§ **Your instructions**: If a line in the records below contains the word "main", return that line.

━━━━━━━━

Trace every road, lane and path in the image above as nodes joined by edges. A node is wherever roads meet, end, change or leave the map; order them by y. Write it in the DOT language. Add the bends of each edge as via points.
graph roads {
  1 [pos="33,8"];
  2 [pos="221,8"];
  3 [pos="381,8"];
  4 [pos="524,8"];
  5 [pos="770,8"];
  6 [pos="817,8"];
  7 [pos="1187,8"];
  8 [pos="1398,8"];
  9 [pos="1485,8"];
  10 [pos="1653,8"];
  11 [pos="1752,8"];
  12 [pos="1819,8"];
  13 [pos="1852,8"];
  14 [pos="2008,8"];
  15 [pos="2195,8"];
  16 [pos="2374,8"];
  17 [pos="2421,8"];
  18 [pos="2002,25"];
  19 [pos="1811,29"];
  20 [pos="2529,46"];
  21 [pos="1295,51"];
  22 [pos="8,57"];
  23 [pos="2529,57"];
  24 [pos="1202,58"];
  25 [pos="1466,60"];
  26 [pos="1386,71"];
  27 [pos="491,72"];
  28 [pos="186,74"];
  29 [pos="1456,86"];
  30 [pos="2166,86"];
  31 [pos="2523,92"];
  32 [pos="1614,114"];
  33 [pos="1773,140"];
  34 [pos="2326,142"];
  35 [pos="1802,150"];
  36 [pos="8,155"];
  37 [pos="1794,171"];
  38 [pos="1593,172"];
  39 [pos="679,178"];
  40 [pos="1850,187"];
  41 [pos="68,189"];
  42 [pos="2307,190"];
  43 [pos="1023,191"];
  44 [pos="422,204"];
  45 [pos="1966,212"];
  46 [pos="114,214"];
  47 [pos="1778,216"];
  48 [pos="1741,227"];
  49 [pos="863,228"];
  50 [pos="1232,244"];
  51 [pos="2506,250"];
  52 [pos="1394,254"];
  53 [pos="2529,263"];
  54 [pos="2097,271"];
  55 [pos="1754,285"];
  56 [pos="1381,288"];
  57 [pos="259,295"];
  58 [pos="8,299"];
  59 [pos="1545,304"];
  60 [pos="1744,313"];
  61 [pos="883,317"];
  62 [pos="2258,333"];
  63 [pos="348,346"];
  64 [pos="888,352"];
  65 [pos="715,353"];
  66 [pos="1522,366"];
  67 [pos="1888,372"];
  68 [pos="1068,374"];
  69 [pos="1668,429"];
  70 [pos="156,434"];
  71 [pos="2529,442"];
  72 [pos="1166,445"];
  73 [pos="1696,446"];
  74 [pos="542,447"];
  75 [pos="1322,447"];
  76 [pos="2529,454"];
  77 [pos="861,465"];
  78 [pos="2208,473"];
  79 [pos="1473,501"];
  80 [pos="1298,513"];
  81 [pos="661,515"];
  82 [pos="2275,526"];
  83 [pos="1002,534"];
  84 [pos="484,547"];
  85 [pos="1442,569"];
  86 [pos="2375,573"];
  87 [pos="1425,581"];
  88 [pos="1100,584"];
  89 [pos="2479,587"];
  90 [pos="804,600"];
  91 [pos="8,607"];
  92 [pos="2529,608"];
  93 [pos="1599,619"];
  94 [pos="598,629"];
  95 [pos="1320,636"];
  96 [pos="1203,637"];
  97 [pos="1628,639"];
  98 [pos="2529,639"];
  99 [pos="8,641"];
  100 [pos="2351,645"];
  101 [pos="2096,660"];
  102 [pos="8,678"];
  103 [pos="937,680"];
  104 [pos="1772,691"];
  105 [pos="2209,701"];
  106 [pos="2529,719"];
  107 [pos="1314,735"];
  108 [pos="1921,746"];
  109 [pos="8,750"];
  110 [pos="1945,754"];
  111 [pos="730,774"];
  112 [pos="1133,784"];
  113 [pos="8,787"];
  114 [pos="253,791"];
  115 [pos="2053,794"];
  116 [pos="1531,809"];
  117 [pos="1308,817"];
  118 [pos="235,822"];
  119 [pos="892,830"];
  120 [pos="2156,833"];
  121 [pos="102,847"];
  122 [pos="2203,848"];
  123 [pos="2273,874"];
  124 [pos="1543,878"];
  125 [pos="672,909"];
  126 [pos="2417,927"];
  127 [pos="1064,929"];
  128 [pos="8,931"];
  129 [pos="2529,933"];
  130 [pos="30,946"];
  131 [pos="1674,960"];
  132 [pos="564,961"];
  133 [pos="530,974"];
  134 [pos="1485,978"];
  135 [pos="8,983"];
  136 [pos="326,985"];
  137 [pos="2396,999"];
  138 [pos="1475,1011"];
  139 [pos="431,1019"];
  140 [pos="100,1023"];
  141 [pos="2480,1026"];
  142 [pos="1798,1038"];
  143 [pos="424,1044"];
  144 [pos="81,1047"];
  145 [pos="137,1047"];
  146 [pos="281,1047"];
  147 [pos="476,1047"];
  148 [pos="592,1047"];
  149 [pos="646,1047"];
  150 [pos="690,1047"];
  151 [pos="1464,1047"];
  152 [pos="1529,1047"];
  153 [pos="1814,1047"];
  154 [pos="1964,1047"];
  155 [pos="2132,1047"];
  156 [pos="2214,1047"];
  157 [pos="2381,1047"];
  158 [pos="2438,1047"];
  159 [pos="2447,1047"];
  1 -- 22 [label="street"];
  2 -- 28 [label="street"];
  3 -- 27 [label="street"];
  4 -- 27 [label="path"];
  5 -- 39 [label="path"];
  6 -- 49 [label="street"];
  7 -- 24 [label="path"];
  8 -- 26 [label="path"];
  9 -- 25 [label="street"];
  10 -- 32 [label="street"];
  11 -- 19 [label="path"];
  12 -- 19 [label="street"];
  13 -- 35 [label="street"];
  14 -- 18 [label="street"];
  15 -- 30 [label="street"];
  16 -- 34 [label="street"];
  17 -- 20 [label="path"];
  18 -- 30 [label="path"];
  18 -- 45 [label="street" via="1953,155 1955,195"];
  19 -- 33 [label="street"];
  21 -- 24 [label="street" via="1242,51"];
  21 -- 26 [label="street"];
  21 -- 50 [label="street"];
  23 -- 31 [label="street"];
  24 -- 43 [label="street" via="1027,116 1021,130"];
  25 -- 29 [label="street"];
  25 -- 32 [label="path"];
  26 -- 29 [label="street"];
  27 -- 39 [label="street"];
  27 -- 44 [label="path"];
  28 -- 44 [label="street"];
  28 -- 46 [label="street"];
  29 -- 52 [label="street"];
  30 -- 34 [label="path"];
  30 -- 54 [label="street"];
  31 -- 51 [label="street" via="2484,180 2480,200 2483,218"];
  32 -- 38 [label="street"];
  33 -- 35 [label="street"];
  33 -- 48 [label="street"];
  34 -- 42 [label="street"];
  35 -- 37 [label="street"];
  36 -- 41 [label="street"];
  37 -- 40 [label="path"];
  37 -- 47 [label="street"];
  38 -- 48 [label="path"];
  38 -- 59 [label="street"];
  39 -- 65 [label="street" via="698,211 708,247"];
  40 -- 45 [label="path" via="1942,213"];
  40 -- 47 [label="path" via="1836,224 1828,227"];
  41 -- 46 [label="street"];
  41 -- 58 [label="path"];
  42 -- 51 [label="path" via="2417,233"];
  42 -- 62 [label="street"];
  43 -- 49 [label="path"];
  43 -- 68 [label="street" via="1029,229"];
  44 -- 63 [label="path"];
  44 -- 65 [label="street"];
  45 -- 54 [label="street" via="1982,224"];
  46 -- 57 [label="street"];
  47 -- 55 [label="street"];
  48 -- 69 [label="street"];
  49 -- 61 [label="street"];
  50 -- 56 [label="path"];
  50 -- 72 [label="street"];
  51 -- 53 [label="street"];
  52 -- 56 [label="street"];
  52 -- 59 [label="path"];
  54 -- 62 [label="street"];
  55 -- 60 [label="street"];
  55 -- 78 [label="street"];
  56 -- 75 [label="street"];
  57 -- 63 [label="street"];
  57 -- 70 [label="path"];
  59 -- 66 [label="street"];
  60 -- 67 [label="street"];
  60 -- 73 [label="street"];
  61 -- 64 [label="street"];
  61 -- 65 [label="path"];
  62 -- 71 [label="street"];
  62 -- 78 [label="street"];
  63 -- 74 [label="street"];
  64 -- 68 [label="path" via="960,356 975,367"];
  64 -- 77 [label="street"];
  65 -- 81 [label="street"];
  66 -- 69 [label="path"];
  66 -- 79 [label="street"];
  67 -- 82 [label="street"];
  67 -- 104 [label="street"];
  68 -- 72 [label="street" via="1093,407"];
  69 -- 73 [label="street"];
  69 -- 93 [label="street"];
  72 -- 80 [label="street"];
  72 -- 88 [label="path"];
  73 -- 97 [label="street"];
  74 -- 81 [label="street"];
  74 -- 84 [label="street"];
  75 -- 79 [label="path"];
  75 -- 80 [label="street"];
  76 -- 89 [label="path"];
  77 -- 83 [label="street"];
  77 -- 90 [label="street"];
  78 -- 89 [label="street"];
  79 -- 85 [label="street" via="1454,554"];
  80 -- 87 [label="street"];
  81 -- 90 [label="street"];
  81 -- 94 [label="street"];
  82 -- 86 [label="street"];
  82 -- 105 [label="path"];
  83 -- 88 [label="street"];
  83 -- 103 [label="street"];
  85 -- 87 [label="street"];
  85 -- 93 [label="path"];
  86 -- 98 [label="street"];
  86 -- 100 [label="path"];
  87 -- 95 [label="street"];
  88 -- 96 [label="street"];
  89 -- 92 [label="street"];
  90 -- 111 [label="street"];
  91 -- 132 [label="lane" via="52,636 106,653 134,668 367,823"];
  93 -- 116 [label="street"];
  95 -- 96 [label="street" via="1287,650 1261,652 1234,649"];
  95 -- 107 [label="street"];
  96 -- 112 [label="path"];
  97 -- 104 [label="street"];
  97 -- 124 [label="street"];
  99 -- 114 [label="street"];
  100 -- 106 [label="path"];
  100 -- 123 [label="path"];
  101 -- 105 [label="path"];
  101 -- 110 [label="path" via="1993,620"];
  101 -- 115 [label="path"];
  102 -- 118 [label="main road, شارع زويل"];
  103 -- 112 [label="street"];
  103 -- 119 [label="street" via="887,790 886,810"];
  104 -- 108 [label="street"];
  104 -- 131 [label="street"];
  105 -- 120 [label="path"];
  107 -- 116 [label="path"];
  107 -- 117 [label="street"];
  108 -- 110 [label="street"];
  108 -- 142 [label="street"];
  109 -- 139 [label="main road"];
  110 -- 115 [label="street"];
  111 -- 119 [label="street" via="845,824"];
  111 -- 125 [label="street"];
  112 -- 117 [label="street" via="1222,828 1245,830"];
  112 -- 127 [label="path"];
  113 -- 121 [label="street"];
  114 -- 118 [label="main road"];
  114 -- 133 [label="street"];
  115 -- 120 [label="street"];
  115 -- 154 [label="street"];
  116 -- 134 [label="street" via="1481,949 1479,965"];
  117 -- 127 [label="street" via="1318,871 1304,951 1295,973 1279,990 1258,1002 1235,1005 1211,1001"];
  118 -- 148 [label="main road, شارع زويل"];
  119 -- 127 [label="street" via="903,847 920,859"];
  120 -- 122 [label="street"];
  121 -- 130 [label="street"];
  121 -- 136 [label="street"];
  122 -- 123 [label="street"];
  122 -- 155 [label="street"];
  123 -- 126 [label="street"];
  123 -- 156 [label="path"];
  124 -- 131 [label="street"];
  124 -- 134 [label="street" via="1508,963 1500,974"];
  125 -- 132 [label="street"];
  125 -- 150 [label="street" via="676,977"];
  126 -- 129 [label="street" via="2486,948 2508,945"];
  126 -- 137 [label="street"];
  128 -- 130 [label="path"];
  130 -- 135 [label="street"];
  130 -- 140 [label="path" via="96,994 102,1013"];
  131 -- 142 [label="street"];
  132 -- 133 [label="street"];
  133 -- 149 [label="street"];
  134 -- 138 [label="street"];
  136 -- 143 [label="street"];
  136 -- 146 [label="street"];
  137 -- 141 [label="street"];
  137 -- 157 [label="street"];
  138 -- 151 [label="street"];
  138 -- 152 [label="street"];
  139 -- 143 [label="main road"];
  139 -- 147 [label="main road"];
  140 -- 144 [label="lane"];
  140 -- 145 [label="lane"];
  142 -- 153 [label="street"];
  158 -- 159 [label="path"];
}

━━━━━━━━

§ **Answer section**:
  102 -- 118 [label="main road, شارع زويل"];
  109 -- 139 [label="main road"];
  114 -- 118 [label="main road"];
  118 -- 148 [label="main road, شارع زويل"];
  139 -- 143 [label="main road"];
  139 -- 147 [label="main road"];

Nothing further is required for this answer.